Some Python C API routines bypass a customized builtins.__import__. In particular, the PyImport_ImportModuleLevelObject does, and that's one of the C API routines used to implement cimports in Cython. This only hits us with cupy because our import override currently only cares about detecting imports that are the first to load any new submodule of a given base-level module. Our existing examples work fine because, in the wild, it's rare for a cimport to be that kind of first import while also being implemented as an API call that would bypass our modified __import__. IIRC in this case the bad import is when cupy.cuda.device triggers the first load of cupy_backends.cuda.libs.cublas.
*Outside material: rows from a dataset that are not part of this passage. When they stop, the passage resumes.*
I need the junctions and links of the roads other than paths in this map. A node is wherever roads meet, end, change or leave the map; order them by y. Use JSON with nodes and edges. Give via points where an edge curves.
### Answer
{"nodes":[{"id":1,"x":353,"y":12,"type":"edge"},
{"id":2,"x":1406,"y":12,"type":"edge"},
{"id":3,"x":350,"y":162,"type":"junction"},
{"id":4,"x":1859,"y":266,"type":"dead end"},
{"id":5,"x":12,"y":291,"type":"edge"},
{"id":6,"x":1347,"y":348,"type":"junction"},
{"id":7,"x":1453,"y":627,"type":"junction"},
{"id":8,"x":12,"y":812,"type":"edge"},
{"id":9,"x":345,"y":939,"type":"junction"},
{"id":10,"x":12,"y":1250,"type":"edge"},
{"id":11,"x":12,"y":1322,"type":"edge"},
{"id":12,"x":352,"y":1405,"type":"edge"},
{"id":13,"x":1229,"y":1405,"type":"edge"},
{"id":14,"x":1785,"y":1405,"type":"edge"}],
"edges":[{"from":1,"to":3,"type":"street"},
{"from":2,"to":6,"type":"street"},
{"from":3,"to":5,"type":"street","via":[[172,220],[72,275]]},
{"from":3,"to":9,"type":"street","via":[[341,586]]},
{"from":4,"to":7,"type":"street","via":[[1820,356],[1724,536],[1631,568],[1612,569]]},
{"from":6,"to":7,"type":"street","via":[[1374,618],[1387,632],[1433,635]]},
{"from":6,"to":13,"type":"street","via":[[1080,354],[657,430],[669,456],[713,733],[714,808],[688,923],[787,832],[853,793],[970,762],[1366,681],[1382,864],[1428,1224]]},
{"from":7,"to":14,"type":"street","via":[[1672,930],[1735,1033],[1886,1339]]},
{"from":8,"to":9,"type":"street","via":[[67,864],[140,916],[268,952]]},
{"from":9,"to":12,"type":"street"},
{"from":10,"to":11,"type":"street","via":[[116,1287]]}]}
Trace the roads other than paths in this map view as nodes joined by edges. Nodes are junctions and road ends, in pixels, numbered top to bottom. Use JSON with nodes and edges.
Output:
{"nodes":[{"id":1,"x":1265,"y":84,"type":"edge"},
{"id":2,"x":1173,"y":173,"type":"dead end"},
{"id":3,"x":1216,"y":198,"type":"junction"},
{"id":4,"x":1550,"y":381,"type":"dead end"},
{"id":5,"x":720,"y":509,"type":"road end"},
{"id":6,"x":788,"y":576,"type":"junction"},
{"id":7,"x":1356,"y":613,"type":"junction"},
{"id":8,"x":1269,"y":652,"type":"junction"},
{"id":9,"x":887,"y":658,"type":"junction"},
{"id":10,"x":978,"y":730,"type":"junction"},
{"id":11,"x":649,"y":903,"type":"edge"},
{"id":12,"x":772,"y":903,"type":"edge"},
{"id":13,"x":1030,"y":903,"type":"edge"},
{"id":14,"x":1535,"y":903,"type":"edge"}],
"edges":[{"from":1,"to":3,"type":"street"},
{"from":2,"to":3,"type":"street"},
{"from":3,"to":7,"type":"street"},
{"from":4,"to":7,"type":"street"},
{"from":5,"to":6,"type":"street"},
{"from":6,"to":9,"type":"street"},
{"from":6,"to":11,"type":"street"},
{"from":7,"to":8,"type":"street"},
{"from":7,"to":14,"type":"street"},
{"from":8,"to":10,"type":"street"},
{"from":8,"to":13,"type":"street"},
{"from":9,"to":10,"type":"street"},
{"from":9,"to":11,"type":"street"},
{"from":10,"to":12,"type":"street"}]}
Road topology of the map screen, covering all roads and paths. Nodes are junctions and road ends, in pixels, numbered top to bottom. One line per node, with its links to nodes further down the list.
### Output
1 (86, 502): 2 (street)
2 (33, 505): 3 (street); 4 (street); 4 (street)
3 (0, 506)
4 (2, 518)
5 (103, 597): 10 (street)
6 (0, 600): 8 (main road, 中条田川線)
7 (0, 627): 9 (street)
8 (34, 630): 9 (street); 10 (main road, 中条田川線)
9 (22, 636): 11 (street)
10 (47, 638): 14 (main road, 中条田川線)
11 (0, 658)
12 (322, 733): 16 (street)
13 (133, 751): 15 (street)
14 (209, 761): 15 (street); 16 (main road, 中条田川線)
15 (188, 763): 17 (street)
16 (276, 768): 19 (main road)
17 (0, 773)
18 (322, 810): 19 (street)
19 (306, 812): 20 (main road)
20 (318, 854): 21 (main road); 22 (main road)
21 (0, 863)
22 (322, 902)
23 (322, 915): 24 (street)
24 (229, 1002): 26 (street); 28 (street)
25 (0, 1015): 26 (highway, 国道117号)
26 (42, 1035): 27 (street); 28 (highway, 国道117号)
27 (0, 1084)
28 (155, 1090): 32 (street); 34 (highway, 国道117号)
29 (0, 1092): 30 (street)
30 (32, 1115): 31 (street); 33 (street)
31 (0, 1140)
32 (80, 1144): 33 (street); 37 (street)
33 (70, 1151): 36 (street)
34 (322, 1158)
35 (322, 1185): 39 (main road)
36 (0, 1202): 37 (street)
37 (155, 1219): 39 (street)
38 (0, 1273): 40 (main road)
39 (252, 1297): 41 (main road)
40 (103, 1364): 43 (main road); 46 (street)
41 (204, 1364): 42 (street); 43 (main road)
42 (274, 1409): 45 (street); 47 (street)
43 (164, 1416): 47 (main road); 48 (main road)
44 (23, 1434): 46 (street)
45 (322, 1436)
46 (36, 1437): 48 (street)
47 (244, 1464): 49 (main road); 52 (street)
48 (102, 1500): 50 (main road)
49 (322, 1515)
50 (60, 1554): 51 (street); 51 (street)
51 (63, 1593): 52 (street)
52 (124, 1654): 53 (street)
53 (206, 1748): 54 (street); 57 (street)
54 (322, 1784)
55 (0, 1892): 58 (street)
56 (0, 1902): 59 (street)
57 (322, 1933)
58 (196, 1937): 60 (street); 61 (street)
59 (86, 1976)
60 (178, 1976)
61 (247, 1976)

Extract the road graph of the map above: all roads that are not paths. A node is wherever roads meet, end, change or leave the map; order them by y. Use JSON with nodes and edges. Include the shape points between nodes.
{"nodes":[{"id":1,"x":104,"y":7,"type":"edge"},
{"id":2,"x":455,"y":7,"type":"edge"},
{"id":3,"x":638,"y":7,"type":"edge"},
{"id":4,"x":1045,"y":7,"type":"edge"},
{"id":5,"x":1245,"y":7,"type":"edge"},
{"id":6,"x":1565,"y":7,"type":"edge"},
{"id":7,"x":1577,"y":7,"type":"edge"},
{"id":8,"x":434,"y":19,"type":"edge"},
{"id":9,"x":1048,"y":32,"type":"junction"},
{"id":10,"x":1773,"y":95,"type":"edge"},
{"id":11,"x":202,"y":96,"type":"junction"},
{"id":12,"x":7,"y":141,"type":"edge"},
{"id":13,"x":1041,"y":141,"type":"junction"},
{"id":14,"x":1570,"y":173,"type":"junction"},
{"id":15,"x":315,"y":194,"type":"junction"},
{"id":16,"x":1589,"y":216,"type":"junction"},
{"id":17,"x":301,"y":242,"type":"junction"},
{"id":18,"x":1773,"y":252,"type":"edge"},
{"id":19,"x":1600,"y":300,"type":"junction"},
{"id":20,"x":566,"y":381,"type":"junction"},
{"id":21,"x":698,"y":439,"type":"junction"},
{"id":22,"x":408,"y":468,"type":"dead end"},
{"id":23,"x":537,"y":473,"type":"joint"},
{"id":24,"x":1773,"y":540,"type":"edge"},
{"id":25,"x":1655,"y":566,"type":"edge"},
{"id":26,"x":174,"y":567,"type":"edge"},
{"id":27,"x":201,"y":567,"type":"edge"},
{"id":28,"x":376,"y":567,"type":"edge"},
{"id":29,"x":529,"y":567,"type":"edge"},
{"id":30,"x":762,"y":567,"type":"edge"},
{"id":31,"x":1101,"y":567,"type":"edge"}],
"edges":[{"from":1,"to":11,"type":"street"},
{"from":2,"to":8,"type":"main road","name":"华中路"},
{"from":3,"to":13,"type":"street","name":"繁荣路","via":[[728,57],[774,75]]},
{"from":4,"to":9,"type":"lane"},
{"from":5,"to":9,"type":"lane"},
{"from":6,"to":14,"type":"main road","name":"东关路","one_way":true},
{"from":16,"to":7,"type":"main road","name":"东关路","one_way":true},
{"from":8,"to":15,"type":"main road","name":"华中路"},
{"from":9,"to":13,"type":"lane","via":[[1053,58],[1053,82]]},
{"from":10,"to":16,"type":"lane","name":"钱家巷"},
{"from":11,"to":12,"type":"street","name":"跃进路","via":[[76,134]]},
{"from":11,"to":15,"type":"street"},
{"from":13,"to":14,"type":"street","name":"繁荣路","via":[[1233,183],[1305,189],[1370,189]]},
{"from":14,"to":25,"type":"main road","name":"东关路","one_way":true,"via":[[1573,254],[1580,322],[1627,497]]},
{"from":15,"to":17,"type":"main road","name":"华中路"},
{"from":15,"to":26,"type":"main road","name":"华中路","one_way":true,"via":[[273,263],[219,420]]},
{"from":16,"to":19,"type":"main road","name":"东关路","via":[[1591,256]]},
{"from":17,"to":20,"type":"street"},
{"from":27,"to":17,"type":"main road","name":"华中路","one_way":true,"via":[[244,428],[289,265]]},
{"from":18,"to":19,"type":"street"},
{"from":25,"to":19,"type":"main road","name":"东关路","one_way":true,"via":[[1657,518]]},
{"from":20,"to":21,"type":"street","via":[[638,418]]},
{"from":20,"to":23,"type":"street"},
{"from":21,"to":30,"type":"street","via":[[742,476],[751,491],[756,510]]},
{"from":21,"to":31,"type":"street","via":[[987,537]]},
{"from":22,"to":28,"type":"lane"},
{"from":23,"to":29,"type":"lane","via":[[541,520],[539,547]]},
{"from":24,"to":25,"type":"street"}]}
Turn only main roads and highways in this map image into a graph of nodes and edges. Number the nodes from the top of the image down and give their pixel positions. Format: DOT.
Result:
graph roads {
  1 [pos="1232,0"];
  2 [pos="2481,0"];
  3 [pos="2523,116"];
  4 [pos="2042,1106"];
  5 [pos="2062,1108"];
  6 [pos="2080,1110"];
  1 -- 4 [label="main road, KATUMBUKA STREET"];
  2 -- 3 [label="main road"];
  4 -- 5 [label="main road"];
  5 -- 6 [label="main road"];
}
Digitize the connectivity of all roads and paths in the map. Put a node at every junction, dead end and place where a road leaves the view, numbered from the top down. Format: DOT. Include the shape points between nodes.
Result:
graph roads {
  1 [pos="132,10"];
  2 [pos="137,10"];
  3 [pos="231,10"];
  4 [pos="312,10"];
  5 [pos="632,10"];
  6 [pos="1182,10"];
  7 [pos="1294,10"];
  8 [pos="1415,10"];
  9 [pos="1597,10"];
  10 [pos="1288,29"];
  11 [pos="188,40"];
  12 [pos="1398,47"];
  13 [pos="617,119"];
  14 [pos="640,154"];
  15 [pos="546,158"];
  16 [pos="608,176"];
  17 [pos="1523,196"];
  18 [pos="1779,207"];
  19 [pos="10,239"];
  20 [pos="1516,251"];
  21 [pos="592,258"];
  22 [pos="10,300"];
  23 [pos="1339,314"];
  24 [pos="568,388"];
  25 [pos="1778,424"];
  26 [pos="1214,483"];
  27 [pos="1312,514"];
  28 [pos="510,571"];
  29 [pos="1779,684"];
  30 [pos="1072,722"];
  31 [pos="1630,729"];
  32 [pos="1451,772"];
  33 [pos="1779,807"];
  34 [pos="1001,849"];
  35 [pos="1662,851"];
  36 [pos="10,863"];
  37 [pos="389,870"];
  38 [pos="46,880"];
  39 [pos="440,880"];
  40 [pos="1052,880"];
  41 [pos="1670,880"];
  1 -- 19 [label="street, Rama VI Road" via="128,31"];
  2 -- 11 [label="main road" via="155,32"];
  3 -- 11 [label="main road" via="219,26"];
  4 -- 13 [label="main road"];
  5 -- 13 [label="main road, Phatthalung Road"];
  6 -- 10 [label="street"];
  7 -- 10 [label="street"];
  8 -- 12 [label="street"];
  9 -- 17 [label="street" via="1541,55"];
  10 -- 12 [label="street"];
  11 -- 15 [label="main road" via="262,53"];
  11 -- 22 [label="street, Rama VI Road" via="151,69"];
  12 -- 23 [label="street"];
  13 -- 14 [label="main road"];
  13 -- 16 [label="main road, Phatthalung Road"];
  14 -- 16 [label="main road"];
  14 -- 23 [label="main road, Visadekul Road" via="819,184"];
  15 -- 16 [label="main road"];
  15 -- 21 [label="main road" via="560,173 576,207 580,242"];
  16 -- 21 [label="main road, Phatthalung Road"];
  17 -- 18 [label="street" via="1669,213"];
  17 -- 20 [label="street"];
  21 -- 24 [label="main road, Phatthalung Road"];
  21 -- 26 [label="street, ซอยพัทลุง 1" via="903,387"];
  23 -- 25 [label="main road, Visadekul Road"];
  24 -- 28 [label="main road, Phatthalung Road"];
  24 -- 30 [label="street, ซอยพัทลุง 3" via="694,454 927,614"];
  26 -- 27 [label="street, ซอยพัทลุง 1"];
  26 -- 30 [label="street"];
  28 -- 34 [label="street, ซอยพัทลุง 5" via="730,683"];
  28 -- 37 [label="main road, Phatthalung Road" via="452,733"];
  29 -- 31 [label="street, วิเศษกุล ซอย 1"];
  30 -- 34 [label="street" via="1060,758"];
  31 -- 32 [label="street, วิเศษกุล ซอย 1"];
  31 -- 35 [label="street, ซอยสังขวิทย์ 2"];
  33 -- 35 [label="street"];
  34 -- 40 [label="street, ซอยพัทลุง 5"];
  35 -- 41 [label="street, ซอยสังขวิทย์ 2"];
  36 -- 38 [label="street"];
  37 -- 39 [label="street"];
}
It's not the first load of stuff from cupy_backends, but prior imports from that module have already completed and no new import of anything in cupy_backends is already in-progress to catch the changes to sys.modules that result from the lazy import of cupy_backends.cuda.libs.cublas. See https://github.com/cupy/cupy/blob/890e40cfd29c2ea37d52fbbef3d2e7d7ceb105d7/cupy/cuda/device.pyx#L8 for the culprit.

There are a few ways to hack this particular case to work in the short term if we need to do that. (e.g., having an import of cupy also observe changes to cupy_backends), but I'd prefer to actually fix the problem. As I see it, there are two problems here:

  • Cython doesn't reliably respect overrides to __import__ with their cimport machinery.
  • The PyImport_* routines (other than PyImport_Import and things that call it) bypass our current overrides.

The first bullet point needs to be fixed upstream and will only partially fix the problems we're having with our modified import not always getting called, but I suspect taking care of that would be good enough to everything we actually need for demos to work right. This is also a fix that I suspect the Cython devs will be happy to have. I've started working on a patch for this.

The fix for the second bullet point is to set up overrides for PyImport_* (other than PyImport_Import and things that call it) that allow us to observe arbitrary calls to those functions. This will be more of a hassle to set up, but it's still doable. It's what's required to fully address this issue. In particular, we'll have to modify our stub library generation scripts so that they're aware of any overrides for stuff in libpython. There's also some subtlety with interpreter initialization order where, if the builtin import hasn't been changed yet, nothing special should happen.

Related to this issue: importlib.import_module and _frozen_importlib._gcd_import also bypass our __import__ override. Those interfaces aren't frequently used in library code, but it'd probably be worth overriding them too. Most of the work in our import override is done via a context manager so overriding these additional interfaces isn't hard.